Now the names new to me:
Between’s “Devotion” is total cosmic mind melt. I imagine a commune of hairy and greasy Germans on some far off planet eating whole grain acid and THC-laced martian spring water as this totally vibe-y track plays on. Gila’s “This Morning” keeps the sunrise and cowboy coffee vibe going. It’s like Yes woke up on the wrong side of the Berlin Wall, but that’s good for you and I. Crisp acoustics and big vocal harmonies take you from the Autobahn and drop you off in some hilltop forest for some getting back to nature time. One of my favorite tracks here is Kollectiv’s “Rambo Zambo”. This one is so hard to describe. It starts out with some space flutes and then melds into a rocking jam that you never want to end. I was reminded of The Move’s “Feel Too Good” with that upfront bass line and groove-heavy drum part. This song is just an absolute joy to get lost in. Michael Bundt’s “La Chasse Aux Microbes” is pure Komische bliss. Heavy synths cascade like a wave of circuital language down on your pretty head. Conrad Schnitzler’s “Auf Dem Schwarzen Kanal” puts me in mind of Cliff Martinez’ work on the Drive S/T, but if maybe Kraftwerk stopped in to lay some robotic vocals over top. NEIN! Conrad. NEIN!! I’ve tried for years to find an in with Popol Vuh but to no avail. What I’ve heard is all a little too soft rock on acid for me. Here with “Morgengruss” things stay that pace. It sounds fine, but I just haven’t found what I’m looking for, sayeth U2. Honestly, I prefer hearing Causa Sui work their Popol Vuh influence into their sound. That’s as close to Popol Vuh as I can get I think(any suggestions on gateway records, drop me a line.) Faust’s “It’s a Rainy Day, Sunshine Girl” is cool as hell. Seems like one of those tracks that should’ve been used in a Quentin Tarantino film by now to great effect. The simplicity to the song is what makes it. Like Velvet Underground or the Ramones, it’s not how many chords you know, but how you use the ones you do.

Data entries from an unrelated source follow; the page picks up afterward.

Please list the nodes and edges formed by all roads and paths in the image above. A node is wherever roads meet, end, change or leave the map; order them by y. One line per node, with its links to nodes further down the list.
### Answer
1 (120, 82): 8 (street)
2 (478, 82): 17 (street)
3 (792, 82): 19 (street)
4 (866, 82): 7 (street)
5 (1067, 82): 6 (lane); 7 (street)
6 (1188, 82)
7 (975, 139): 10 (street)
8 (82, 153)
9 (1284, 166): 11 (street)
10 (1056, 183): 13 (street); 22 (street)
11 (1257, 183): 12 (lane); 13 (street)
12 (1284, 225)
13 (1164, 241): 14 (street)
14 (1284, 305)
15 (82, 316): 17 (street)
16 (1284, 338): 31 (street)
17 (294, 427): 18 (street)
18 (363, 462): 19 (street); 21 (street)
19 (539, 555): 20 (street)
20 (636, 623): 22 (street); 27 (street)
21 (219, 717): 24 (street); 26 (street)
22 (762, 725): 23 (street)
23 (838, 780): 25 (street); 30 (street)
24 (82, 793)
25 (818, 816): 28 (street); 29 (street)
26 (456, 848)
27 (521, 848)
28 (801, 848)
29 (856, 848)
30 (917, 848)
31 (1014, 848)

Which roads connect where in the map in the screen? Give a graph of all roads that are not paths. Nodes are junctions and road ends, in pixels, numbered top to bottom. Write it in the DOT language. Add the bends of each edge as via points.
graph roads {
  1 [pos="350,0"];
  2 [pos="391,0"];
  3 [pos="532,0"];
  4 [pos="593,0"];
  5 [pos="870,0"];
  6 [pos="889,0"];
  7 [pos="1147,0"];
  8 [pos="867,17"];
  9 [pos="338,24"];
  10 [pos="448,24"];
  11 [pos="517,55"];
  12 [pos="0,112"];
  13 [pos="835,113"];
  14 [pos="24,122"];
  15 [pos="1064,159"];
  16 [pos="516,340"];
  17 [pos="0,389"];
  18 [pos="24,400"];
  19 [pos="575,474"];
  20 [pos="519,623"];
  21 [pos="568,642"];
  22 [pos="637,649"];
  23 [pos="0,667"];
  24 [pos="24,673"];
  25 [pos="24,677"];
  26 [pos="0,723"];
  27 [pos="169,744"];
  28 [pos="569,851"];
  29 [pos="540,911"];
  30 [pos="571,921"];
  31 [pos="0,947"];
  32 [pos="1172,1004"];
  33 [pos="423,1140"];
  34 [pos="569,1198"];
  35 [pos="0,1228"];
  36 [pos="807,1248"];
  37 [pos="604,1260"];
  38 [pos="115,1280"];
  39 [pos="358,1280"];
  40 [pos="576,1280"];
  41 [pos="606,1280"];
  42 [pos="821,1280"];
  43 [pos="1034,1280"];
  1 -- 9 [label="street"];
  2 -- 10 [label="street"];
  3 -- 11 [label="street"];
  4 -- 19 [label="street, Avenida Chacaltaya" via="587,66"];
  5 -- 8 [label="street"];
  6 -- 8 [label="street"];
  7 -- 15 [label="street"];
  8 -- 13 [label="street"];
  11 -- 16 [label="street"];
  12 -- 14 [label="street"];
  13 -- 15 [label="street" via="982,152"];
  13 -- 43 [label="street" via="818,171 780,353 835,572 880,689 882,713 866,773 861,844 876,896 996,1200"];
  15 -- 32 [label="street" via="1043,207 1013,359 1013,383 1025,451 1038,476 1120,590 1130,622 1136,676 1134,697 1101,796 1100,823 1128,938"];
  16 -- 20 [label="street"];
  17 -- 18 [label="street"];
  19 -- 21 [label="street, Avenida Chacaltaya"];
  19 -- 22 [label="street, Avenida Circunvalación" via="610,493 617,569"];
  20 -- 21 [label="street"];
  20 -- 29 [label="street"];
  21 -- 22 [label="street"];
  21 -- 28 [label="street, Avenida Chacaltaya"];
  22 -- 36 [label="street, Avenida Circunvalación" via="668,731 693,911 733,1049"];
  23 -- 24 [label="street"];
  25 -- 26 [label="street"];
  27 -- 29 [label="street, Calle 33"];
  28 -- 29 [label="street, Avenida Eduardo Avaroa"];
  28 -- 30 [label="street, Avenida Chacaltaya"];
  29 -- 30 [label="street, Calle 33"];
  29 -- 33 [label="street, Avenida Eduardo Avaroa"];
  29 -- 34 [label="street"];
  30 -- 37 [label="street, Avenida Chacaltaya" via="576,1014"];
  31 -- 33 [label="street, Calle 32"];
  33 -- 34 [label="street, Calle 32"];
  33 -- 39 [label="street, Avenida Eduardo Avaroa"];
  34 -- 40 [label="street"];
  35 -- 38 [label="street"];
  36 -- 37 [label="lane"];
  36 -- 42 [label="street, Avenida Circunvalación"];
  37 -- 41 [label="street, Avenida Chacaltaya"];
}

Okay, you’ve heard enough from me. Get this comp. Deutsche Elektronische Musik – Experimental German Rock and Electronic Music 1972-83 VOL 1 is a keeper. It’s this fine Germanic sampler platter of the best of the best to come out of Deutschland in the late 60s and 70s. What was happening musically in Germany at that time is nothing short of monumental creatively and artistically. These bands were engaging with the world and beyond. They were expanding minds, both the listeners and their own.
So much more so than Balls To The Wall ever did.